Выход газеты временно прекратился. Бабёф остался без типографии, а следовательно, и без политической трибуны. Доступ к трибуне в прямом смысле слова он тоже вскоре потеряет: лидеры Электорального клуба подвергнутся аресту, сам клуб будет изгнан из помещения епископства, и к ноябрю прекратит существование. Тем не менее Бабёф - к этому времени он уже именовал себя Гракхом - не выпал из общественной жизни и продолжал очень чутко реагировать на все злободневные темы.
Что же было актуально в Париже в октябре-ноябре 1794 г.?

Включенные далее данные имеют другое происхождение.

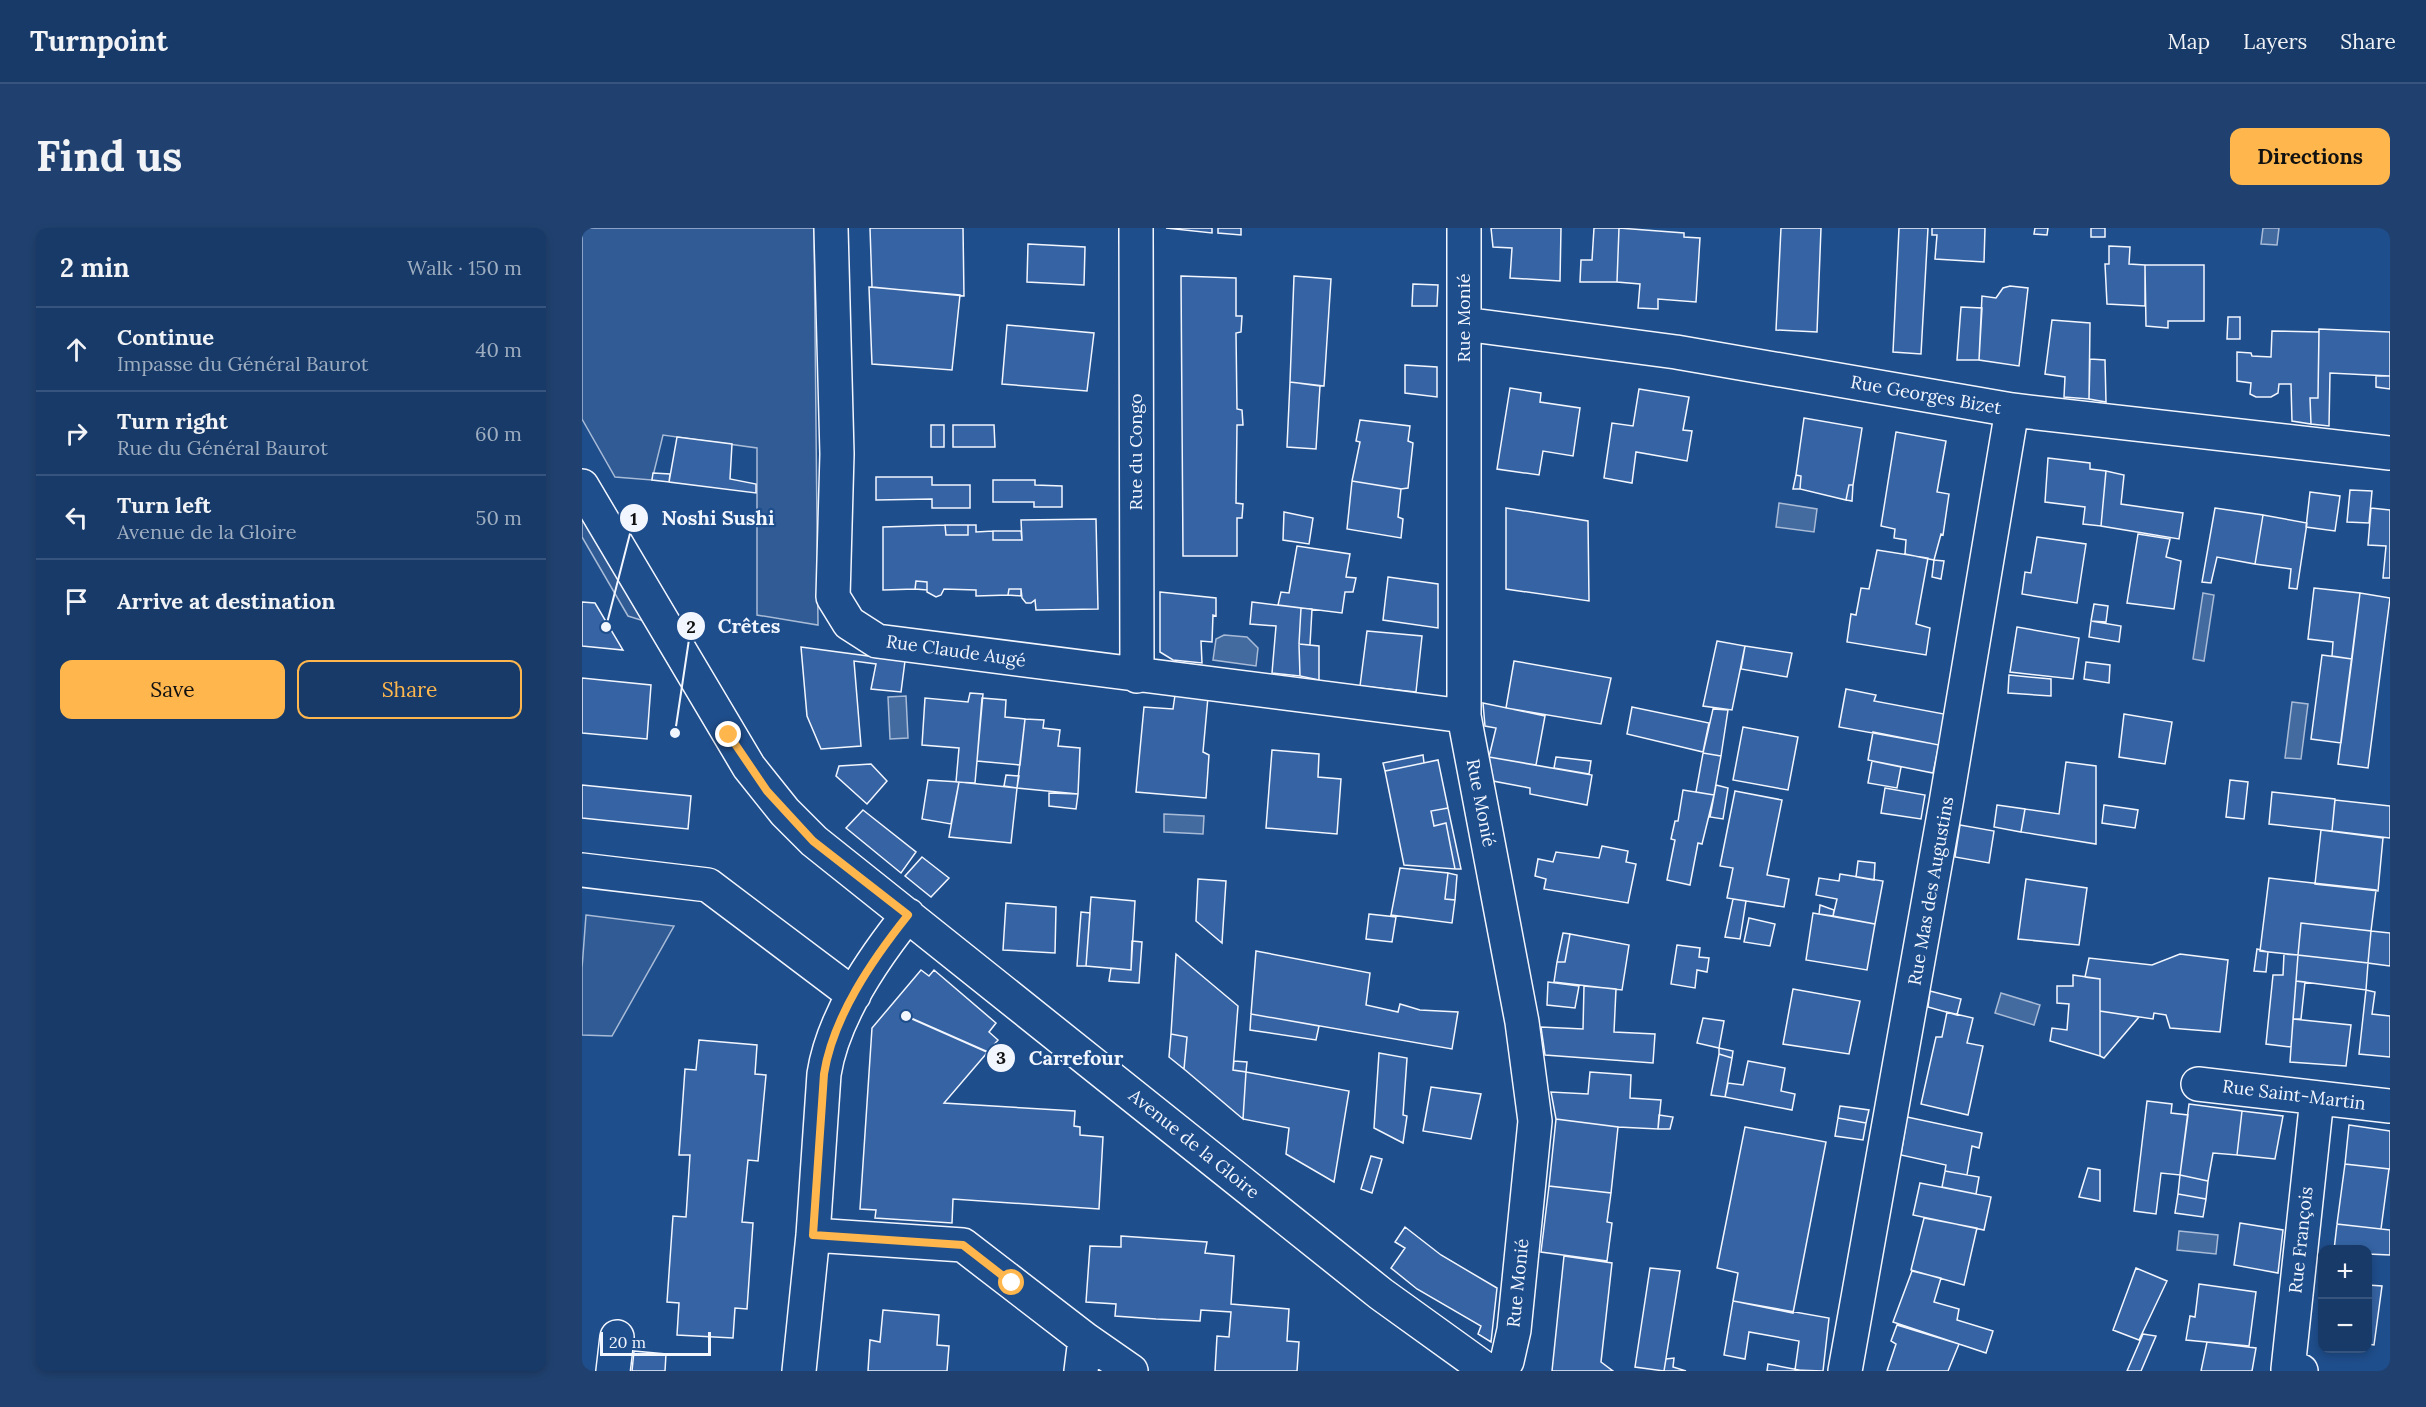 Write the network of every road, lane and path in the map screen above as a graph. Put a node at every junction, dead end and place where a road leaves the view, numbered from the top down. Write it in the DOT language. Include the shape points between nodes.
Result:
graph roads {
  1 [pos="831,228"];
  2 [pos="1136,228"];
  3 [pos="1464,228"];
  4 [pos="1464,324"];
  5 [pos="2012,410"];
  6 [pos="2390,453"];
  7 [pos="582,486"];
  8 [pos="1137,676"];
  9 [pos="1464,716"];
  10 [pos="582,870"];
  11 [pos="908,915"];
  12 [pos="854,995"];
  13 [pos="2198,1083"];
  14 [pos="2316,1098"];
  15 [pos="2390,1106"];
  16 [pos="813,1235"];
  17 [pos="617,1337"];
  18 [pos="1085,1339"];
  19 [pos="614,1371"];
  20 [pos="799,1371"];
  21 [pos="1082,1371"];
  22 [pos="1131,1371"];
  23 [pos="1488,1371"];
  24 [pos="1501,1371"];
  25 [pos="1845,1371"];
  26 [pos="2301,1371"];
  1 -- 8 [label="street, Rue Claude Augé" via="837,454 833,597 849,623 877,641"];
  2 -- 8 [label="street, Rue du Congo"];
  3 -- 4 [label="street, Rue Monié"];
  4 -- 5 [label="street, Rue Georges Bizet" via="1676,352"];
  4 -- 9 [label="street, Rue Monié"];
  5 -- 6 [label="street, Rue Georges Bizet"];
  5 -- 25 [label="street, Rue Mas des Augustins"];
  7 -- 11 [label="street, Avenue de la Gloire" via="729,735 767,791 813,841"];
  8 -- 9 [label="street, Rue Claude Augé"];
  9 -- 24 [label="street, Rue Monié" via="1522,1022 1535,1121 1514,1330"];
  10 -- 12 [label="street" via="708,885"];
  11 -- 12 [label="street"];
  11 -- 23 [label="street, Avenue de la Gloire" via="1381,1294"];
  12 -- 16 [label="street" via="837,1026 824,1074"];
  13 -- 14 [label="street, Rue Saint-Martin"];
  14 -- 15 [label="street, Rue Saint-Martin"];
  14 -- 26 [label="street, Rue François" via="2288,1369"];
  16 -- 18 [label="street" via="963,1245"];
  16 -- 20 [label="street"];
  17 -- 19 [label="street"];
  18 -- 21 [label="street"];
  18 -- 22 [label="street"];
}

Главной в повестке дня по-прежнему оставалась тема осмысления якобинского и террористического прошлого и прощания с ним. Если по поводу второго элемента этой пары и личности Робеспьера общество вроде бы пришло к консенсусу то что делать с якобинцами и есть ли место этому клубу в обновленной республике, было непонятно. С одной стороны, клуб продолжал работать и по-прежнему пытался вести себя так, как будто он является выразителем всеобщей воли и особой инстанцией, оценивающей «правильность» или «неправильность» политиков. «Вчера в группах [собравшихся в общественных местах. - М.Ч.] с жаром обсуждали за и против якобинцев, - докладывал полицейский осведомитель о событиях первого дня нового III года (22 сентября 1794). - Всеобщим является желание сохранить общество с истинным духом этой организации, очистив его от всех злодеев, которые могут быть в его лоне»{122}. Но клубу не нашлось места в новой реальности. Якобинцы в силу самой своей сущности не могли быть в оппозиции - а то, что они не были у власти, становилось все очевиднее. Кроме того, существовал страх якобинского реванша, возврата террора. Этот страх в какой-то мере подкрепил якобинский мятеж в Марселе, произошедший и подавленный в сентябре{123}. В октябре Конвент запретил клубу аффилировать провинциальные общества и подавать коллективные петиции. Месяц спустя он подвергся погрому со стороны мюскаденов. Под предлогом недопущения беспорядков в дальнейшем клуб был закрыт.